Empresa que atuava no ABC Paulista fazia ônibus, mas principalmente adaptava veículos de transporte coletivo para cada necessidade, o que é hoje a tônica da indústria do setor
ADAMO BAZANI – CBN

Se hoje não são tão comuns mais as alfaiatarias, que fazem tudo na medida que o cliente pede, a indústria de carrocerias de ônibus adotou esse espírito e se transformou numa grande alfaiataria de veículos.
Há cerca de 20, 30 anos, a indústria lançava um modelo de ônibus e os frotistas e passageiros tinham de aceitar.
Por conta disso, eram muito comuns as adaptações feitas dentro das garagens. Pode-se dizer que os pátios e oficinas de empresas de ônibus foram os grandes laboratórios para o que a indústria de ônibus é hoje em dia.
Se mexia em tudo, na parte mecânica, principalmente nas suspensões e nos motores, na carroceria, com ônibus alongados, encurtados, se tornando mais altos, mais baixos.
Com o tempo a indústria começou a assimilar essa necessidade real dos empresários e da população.
Além disso, o Brasil é um país com dimensões continentais e realidades diferentes: econômicas, culturais, sociais e geográficas.
Um produto que pode circular tranquilamente por centros econômicos com maior infraestrutura não consegue necessariamente enfrentar viários difíceis e até de terra, existentes inclusive nos dias de hoje.

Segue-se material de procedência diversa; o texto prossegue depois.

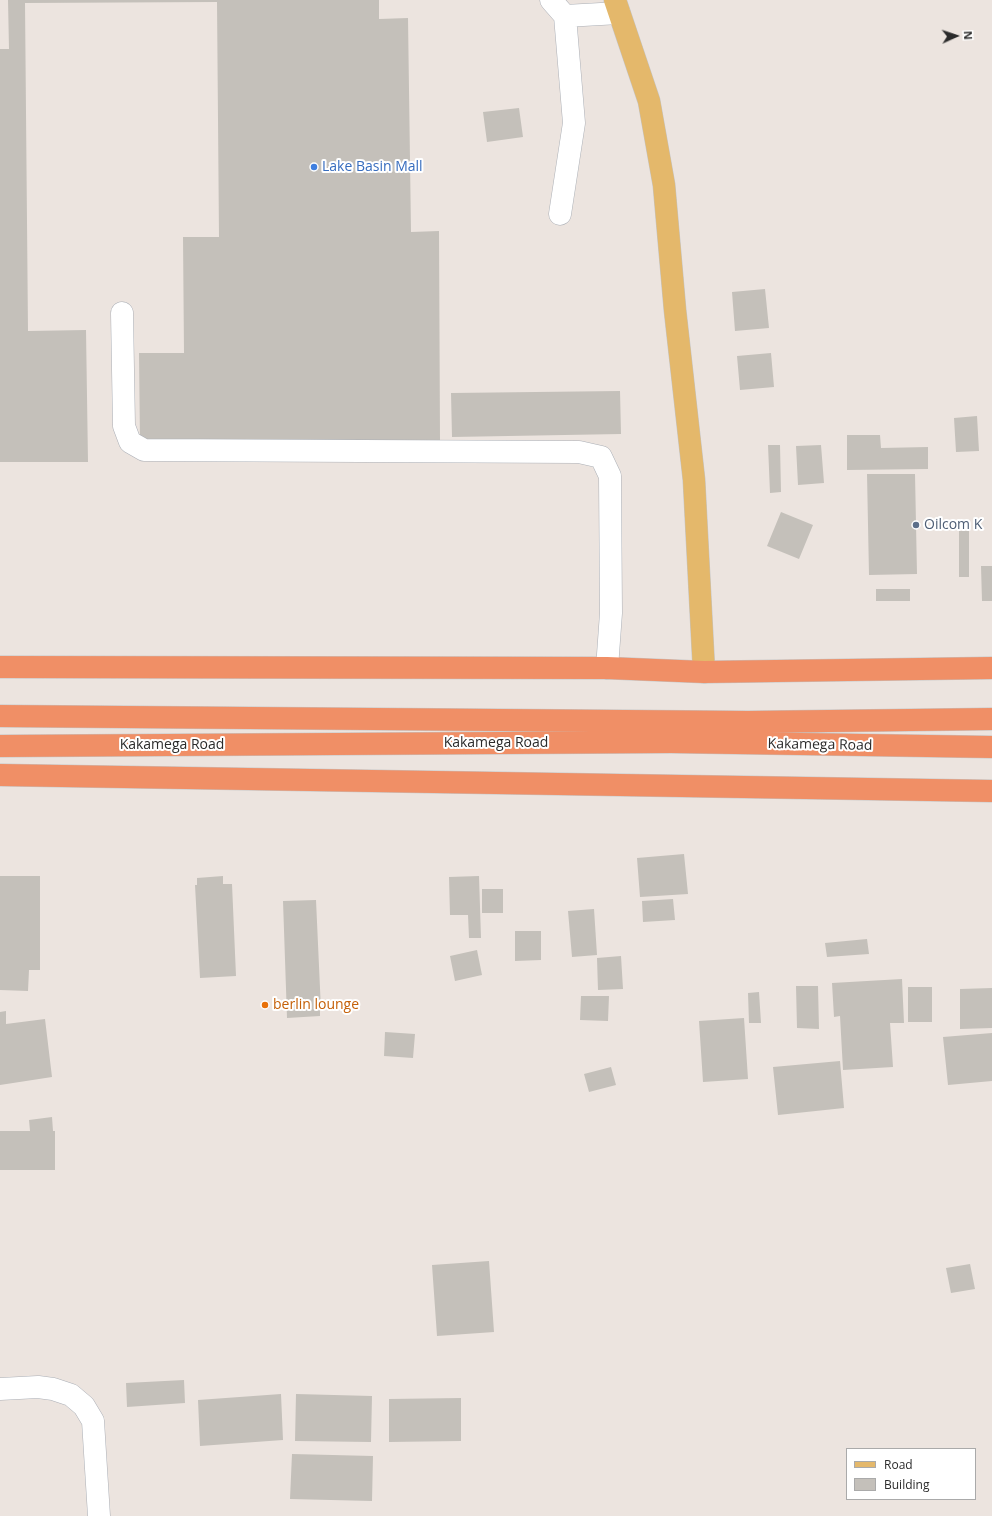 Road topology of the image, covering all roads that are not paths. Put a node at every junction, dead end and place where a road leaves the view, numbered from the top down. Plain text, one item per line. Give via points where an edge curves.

Quando os centros urbanos e econômicos ainda eram cortados por vias de terra ou estreitas, numa época em que o centro da cidade era vizinho a uma vila com pouca estrutura, os ônibus tinham de ser mais robustos ainda, na verdade caminhões encarroçados, e mesmo assim, os produtos de encarroçadoras já mais destacadas no mercado tinham de ser adaptados.
E muitas empresas metalúrgicas se dedicavam a esse trabalho. De tanto ouvirem e darem solução às necessidades dos operadores de transportes, algumas faziam seus próprios produtos.

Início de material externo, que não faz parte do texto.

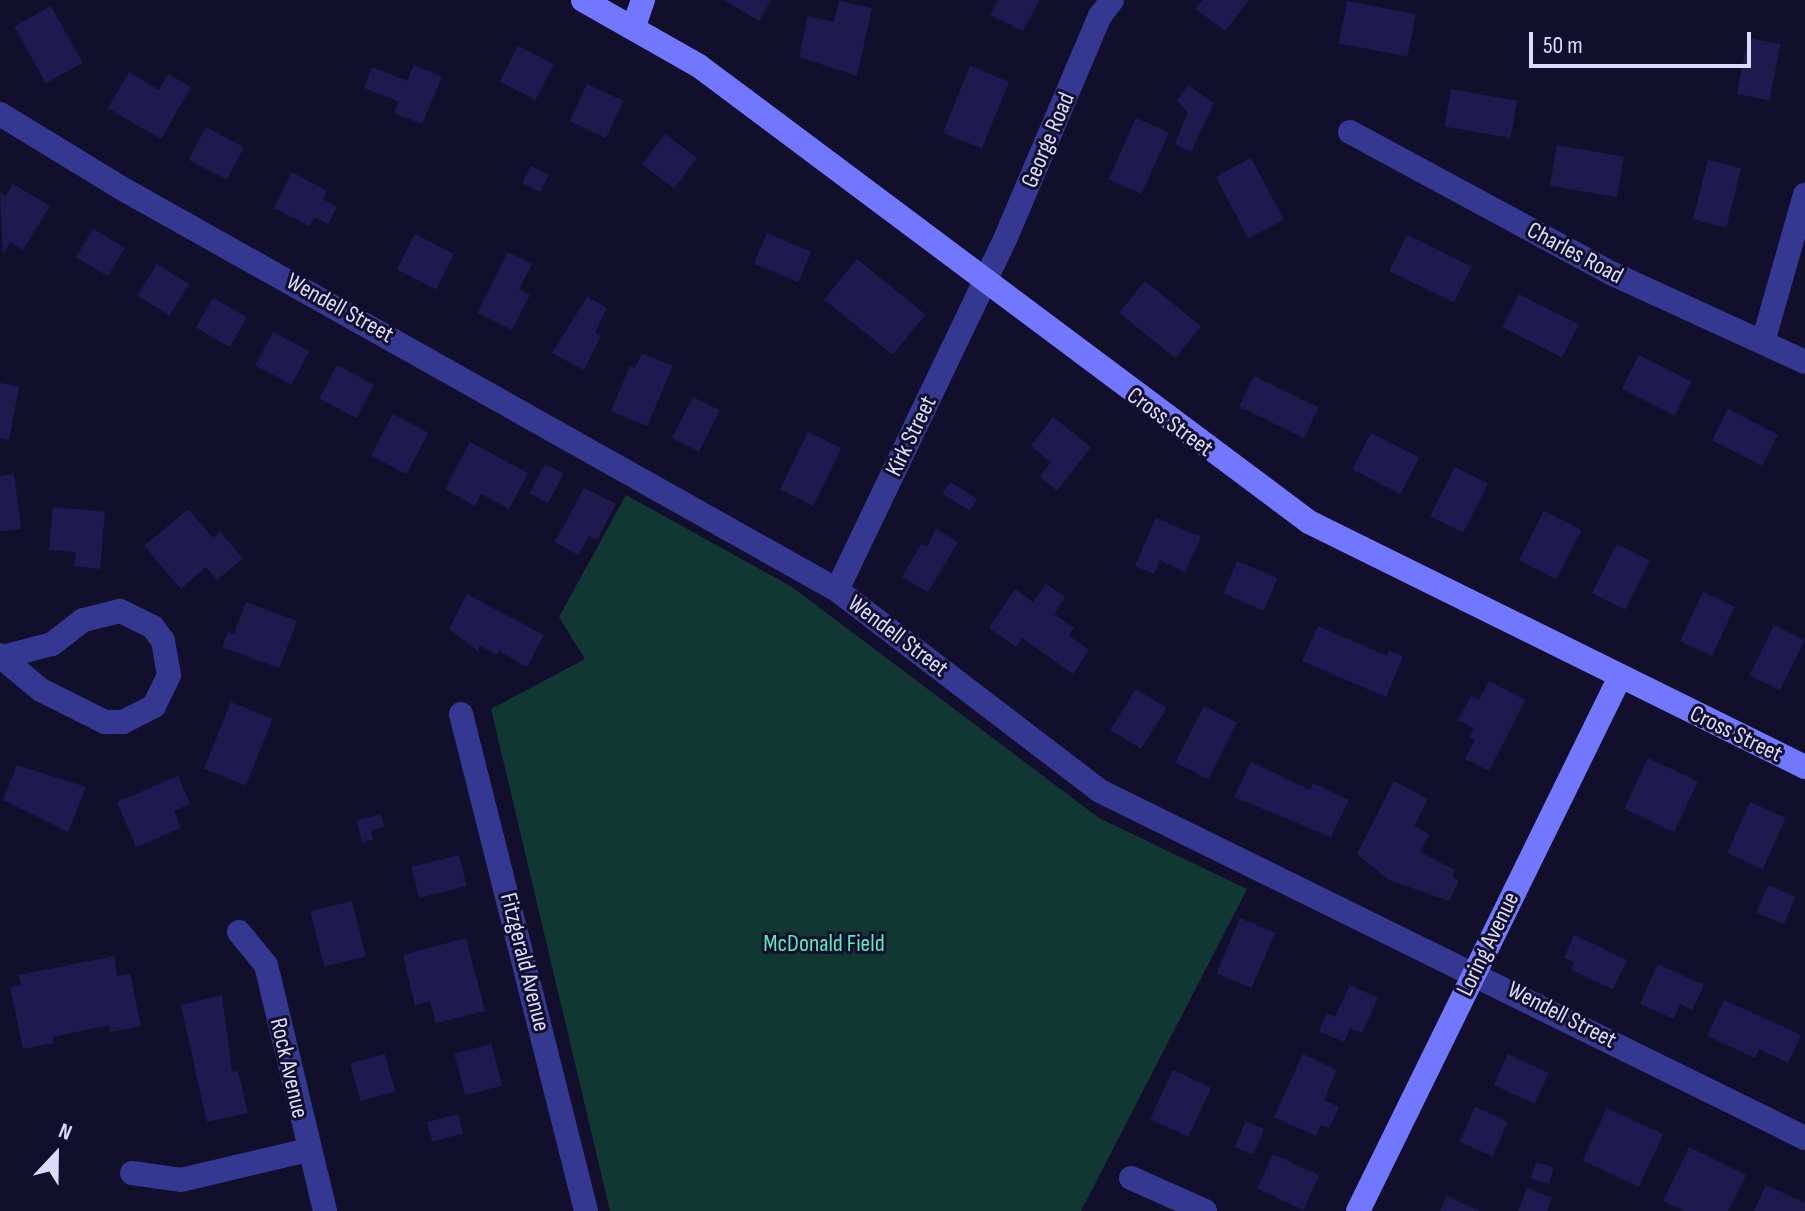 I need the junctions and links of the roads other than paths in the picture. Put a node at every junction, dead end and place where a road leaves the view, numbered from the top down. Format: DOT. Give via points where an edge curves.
graph roads {
  1 [pos="583,0"];
  2 [pos="643,0"];
  3 [pos="1112,0"];
  4 [pos="634,26"];
  5 [pos="0,114"];
  6 [pos="1350,132"];
  7 [pos="1805,195"];
  8 [pos="984,281"];
  9 [pos="1763,342"];
  10 [pos="1805,362"];
  11 [pos="837,590"];
  12 [pos="1,656"];
  13 [pos="1620,677"];
  14 [pos="461,714"];
  15 [pos="1805,767"];
  16 [pos="239,932"];
  17 [pos="1474,971"];
  18 [pos="1805,1138"];
  19 [pos="308,1150"];
  20 [pos="132,1173"];
  21 [pos="1131,1178"];
  22 [pos="325,1211"];
  23 [pos="586,1211"];
  24 [pos="1205,1211"];
  25 [pos="1358,1211"];
  1 -- 4 [label="street, Cross Street"];
  2 -- 4 [label="street"];
  3 -- 8 [label="street, George Road" via="1100,16"];
  4 -- 8 [label="street, Cross Street" via="721,81"];
  5 -- 11 [label="street, Wendell Street" via="123,189"];
  6 -- 9 [label="street, Charles Road" via="1613,274"];
  7 -- 9 [label="street"];
  8 -- 11 [label="street, Kirk Street"];
  8 -- 13 [label="street, Cross Street" via="1309,522"];
  9 -- 10 [label="street, Charles Road"];
  11 -- 17 [label="street, Wendell Street" via="1100,791"];
  12 -- 12 [label="street" via="52,644 83,620 120,611 153,627 169,658 169,675 154,706 123,722 105,722 41,690"];
  13 -- 15 [label="street, Cross Street"];
  13 -- 17 [label="street, Loring Avenue"];
  14 -- 23 [label="street, Fitzgerald Avenue"];
  16 -- 19 [label="street, Rock Avenue" via="266,965"];
  17 -- 18 [label="street, Wendell Street"];
  17 -- 25 [label="street, Loring Avenue"];
  19 -- 20 [label="street" via="181,1180"];
  19 -- 22 [label="street, Rock Avenue"];
  21 -- 24 [label="street"];
}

Foi o caso da “Carrocerias Cardoso”, de Santo André.
Há poucos registros sobre a empresa. Todas referências são formadas por memórias de trabalhadores e pesquisadores do setor.

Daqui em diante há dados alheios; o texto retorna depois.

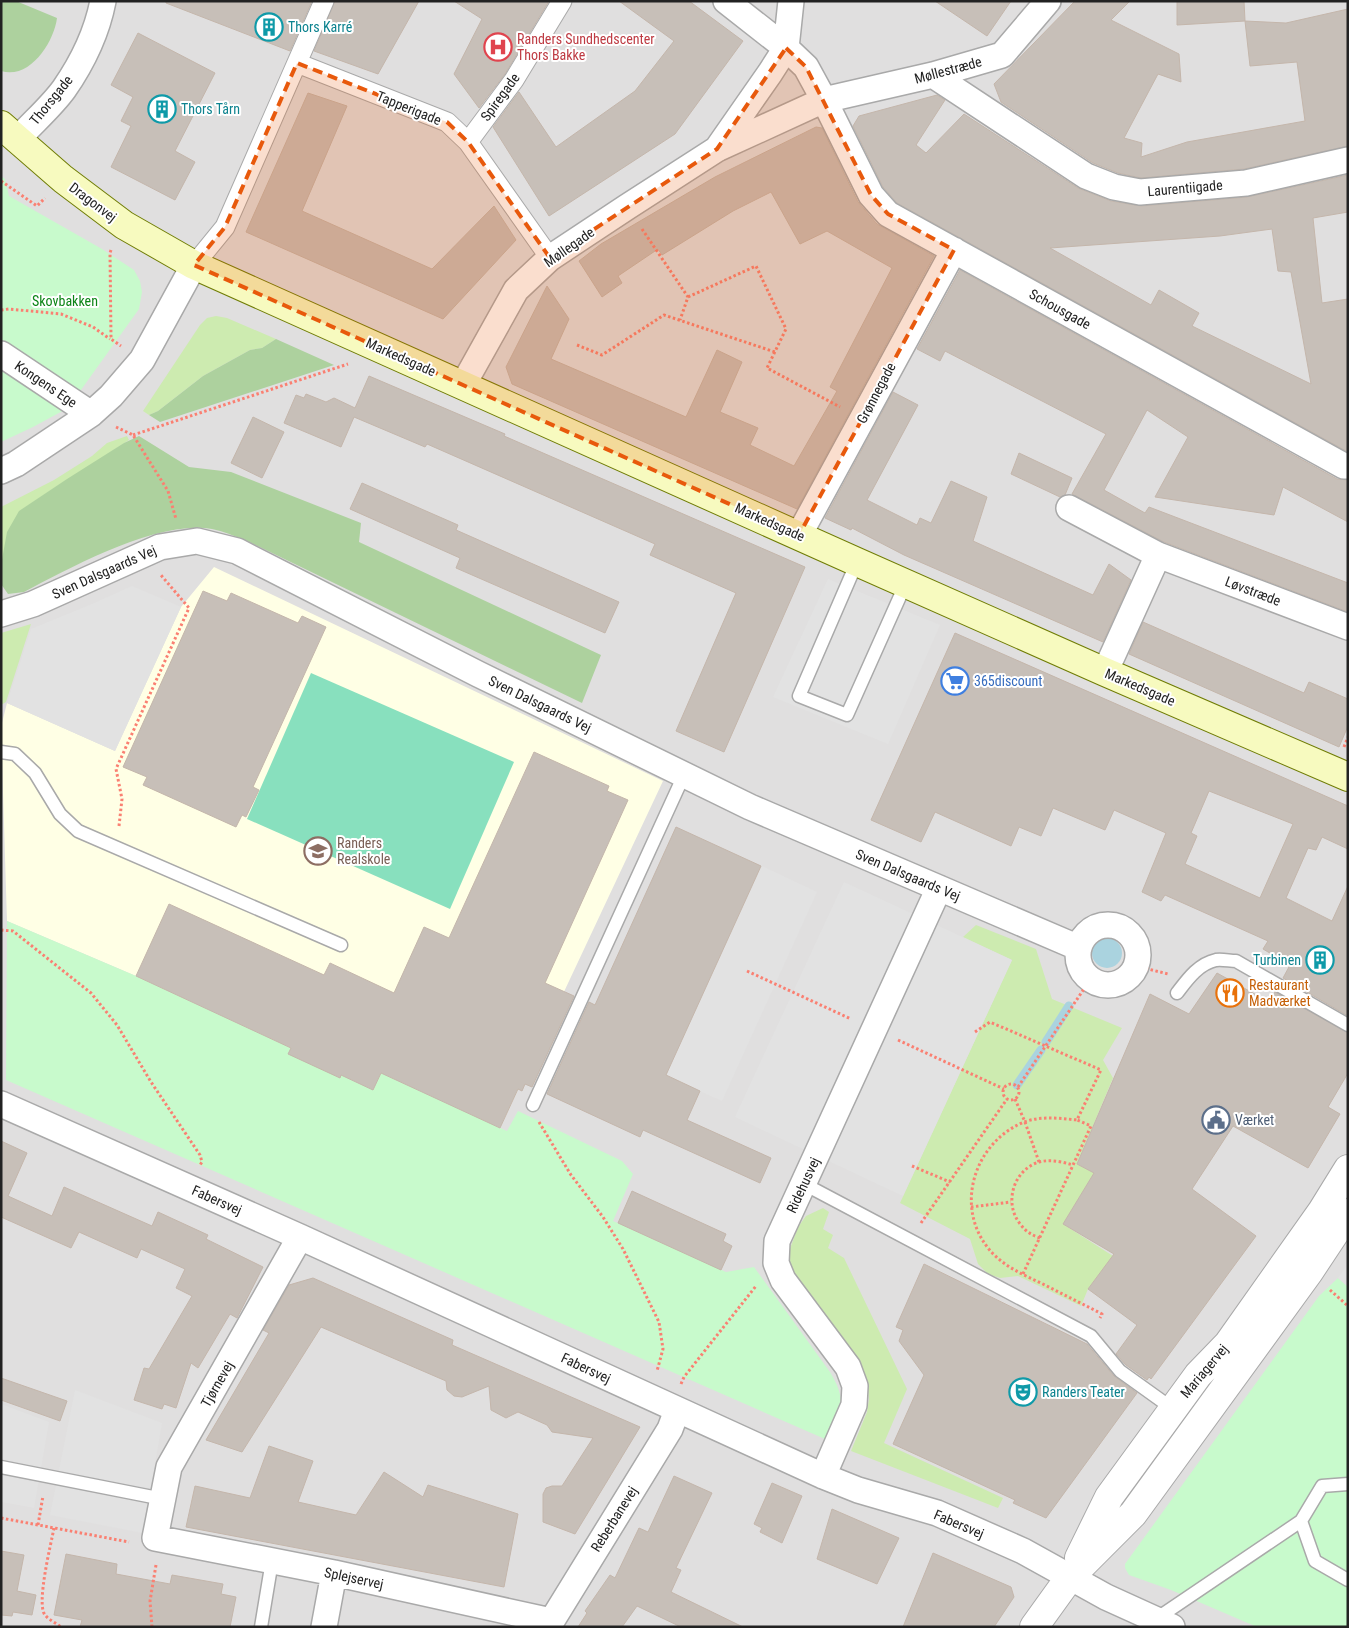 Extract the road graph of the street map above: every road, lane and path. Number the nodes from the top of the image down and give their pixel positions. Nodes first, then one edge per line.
1 (103, 1) edge
2 (324, 1) edge
3 (562, 1) edge
4 (726, 1) edge
5 (791, 1) edge
6 (1048, 1) edge
7 (786, 48) junction
8 (297, 63) junction
9 (933, 75) junction
10 (824, 100) junction
11 (9, 133) edge
12 (468, 142) junction
13 (717, 149) junction
14 (1348, 160) edge
15 (63, 179) junction
16 (1, 181) edge
17 (627, 208) junction
18 (124, 225) junction
19 (954, 250) junction
20 (550, 258) junction
21 (194, 265) junction
22 (688, 297) junction
23 (1, 310) edge
24 (680, 320) junction
25 (111, 339) junction
26 (367, 342) junction
27 (577, 345) dead end
28 (775, 352) junction
29 (1, 354) edge
30 (142, 360) junction
31 (463, 386) junction
32 (91, 414) junction
33 (862, 419) junction
34 (1348, 466) edge
35 (1, 471) edge
36 (168, 491) dead end
37 (1069, 508) dead end
38 (799, 535) junction
39 (1158, 555) junction
40 (857, 562) junction
41 (156, 570) dead end
42 (906, 583) junction
43 (1, 614) edge
44 (1348, 627) edge
45 (1105, 672) junction
46 (1, 752) edge
47 (684, 775) junction
48 (1348, 777) edge
49 (117, 848) junction
50 (939, 888) junction
51 (1, 930) edge
52 (341, 945) dead end
53 (1079, 948) junction
54 (1136, 966) junction
55 (747, 971) dead end
56 (1188, 978) junction
57 (1090, 980) junction
58 (788, 990) dead end
59 (1178, 993) dead end
60 (1348, 1026) edge
61 (975, 1032) dead end
62 (1046, 1047) junction
63 (1018, 1088) junction
64 (1007, 1099) junction
65 (1014, 1099) junction
66 (1, 1104) edge
67 (533, 1105) joint
68 (1077, 1120) junction
69 (1025, 1122) junction
70 (1039, 1162) junction
71 (1074, 1165) junction
72 (912, 1166) dead end
73 (1348, 1169) edge
74 (950, 1182) junction
75 (804, 1184) junction
76 (191, 1188) junction
77 (1011, 1202) junction
78 (971, 1207) junction
79 (1340, 1219) edge
80 (300, 1237) junction
81 (1040, 1238) junction
82 (909, 1240) junction
83 (779, 1269) junction
84 (1023, 1274) junction
85 (1091, 1336) junction
86 (665, 1405) junction
87 (1173, 1409) junction
88 (1, 1467) edge
89 (46, 1476) junction
90 (823, 1476) junction
91 (1348, 1484) edge
92 (163, 1499) junction
93 (1, 1518) edge
94 (1301, 1521) junction
95 (38, 1525) junction
96 (54, 1528) junction
97 (158, 1542) junction
98 (272, 1561) junction
99 (334, 1573) junction
100 (1070, 1578) junction
101 (1348, 1580) edge
102 (1164, 1623) edge
103 (550, 1624) edge
104 (61, 1627) edge
105 (152, 1627) edge
106 (261, 1627) edge
107 (324, 1627) edge
108 (1034, 1627) edge

1 - 11 street, Thorsgade
2 - 8 street
3 - 12 street, Spiregade
4 - 7 street, Schousgade
5 - 7 street
6 - 9 street, Møllestræde
7 - 10 street, Schousgade
7 - 13 street, Møllegade
8 - 12 street, Tapperigade
8 - 21 street
9 - 10 street, Møllestræde
9 - 14 street, Laurentiigade
10 - 13 street, Møllegade
10 - 19 street, Schousgade
11 - 15 main road, Dragonvej
12 - 20 street, Tapperigade
13 - 17 street, Møllegade
15 - 16 path
15 - 18 main road, Dragonvej
17 - 20 street, Møllegade
17 - 22 path
18 - 21 main road, Dragonvej
18 - 25 path
19 - 33 street, Grønnegade
19 - 34 street, Schousgade
20 - 31 street, Møllegade
21 - 26 main road, Markedsgade
21 - 30 street
22 - 24 path
22 - 28 path
23 - 25 path
24 - 27 path
24 - 28 path
25 - 30 path
26 - 31 main road, Markedsgade
26 - 36 path
28 - 33 path
29 - 32 street, Kongens Ege
30 - 32 street
31 - 38 main road, Markedsgade
32 - 35 street
33 - 38 street, Grønnegade
37 - 39 street, Løvstræde
38 - 40 main road, Markedsgade
39 - 44 street, Løvstræde
39 - 45 street
40 - 42 main road, Markedsgade
40 - 42 lane
41 - 49 path
42 - 45 main road, Markedsgade
43 - 47 street, Sven Dalsgaards Vej
45 - 48 main road, Markedsgade
46 - 49 lane
47 - 50 street, Sven Dalsgaards Vej
47 - 67 lane
49 - 52 lane
50 - 53 street, Sven Dalsgaards Vej
50 - 75 street, Ridehusvej
51 - 76 path
53 - 54 street
53 - 57 street
54 - 56 path
54 - 57 street
55 - 58 path
56 - 59 lane
56 - 60 lane
57 - 62 path
61 - 62 path
62 - 63 path
62 - 68 path
63 - 64 path
63 - 65 path
64 - 65 path
64 - 74 path
65 - 69 path
66 - 76 street, Fabersvej
67 - 86 path
68 - 69 path
68 - 71 path
69 - 70 path
69 - 78 path
70 - 71 path
70 - 77 path
71 - 81 path
72 - 74 path
73 - 79 street, Mariagervej
74 - 82 path
75 - 82 lane
75 - 83 street, Ridehusvej
76 - 80 street, Fabersvej
77 - 78 path
77 - 81 path
78 - 84 path
79 - 87 street, Mariagervej
79 - 100 street, Mariagervej
80 - 86 street, Fabersvej
80 - 92 street, Tjørnevej
81 - 84 path
82 - 85 lane
83 - 86 path
83 - 90 street, Ridehusvej
84 - 85 path
85 - 87 lane
86 - 90 street, Fabersvej
86 - 103 street, Reberbanevej
87 - 100 street, Mariagervej
88 - 89 lane
89 - 92 lane
89 - 95 path
90 - 100 street, Fabersvej
91 - 94 lane
92 - 97 street, Tjørnevej
93 - 95 path
94 - 101 lane
94 - 102 lane
95 - 96 path
96 - 97 path
96 - 104 path
97 - 98 street, Splejservej
97 - 105 path
98 - 99 street, Splejservej
98 - 106 lane
99 - 103 street, Splejservej
99 - 107 street
100 - 102 street, Fabersvej
100 - 108 street, Mariagervej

Nos anos de 1940, a empresa andreense já adaptava veículos de transporte coletivo.
O jornalista Ademir Médici, em sua coluna de Memória, no jornal Diário do Grande ABC, em uma reportagem sobre o time de futebol da Eletrocloro, hoje Solvay, encontrou referência a encarroçadora em 1946. Um dos componentes do time, dirigia um ônibus adaptado pela Cardoso para passar por um caminho estreito na região de Ribeirão Pires. Diz a matéria:
“O número 9 da caricatura é Pedro Valentim, todo elegante, de capa, gravata e cachimbo. Ele dirigia o ônibus da Eletrocloro para o transporte dos trabalhadores. Foi a primeira linha regular entre Vila Elclor e Ribeirão Pires. Servia aos funcionários nos horários que não coincidiam com a passagem e parada de trens na Estação Elclor – 7h e 17h; e também atendia aos demais moradores.
Era um modelo Chevrolet, 1946 ou algo assim, com carroceria especialmente adaptada por uma empresa de Santo André – a Carroceria Cardoso. Pois o ônibus cruzava pela Ponte Seca e as medidas de um ônibus comum não teriam como vencer a estreita passagem.”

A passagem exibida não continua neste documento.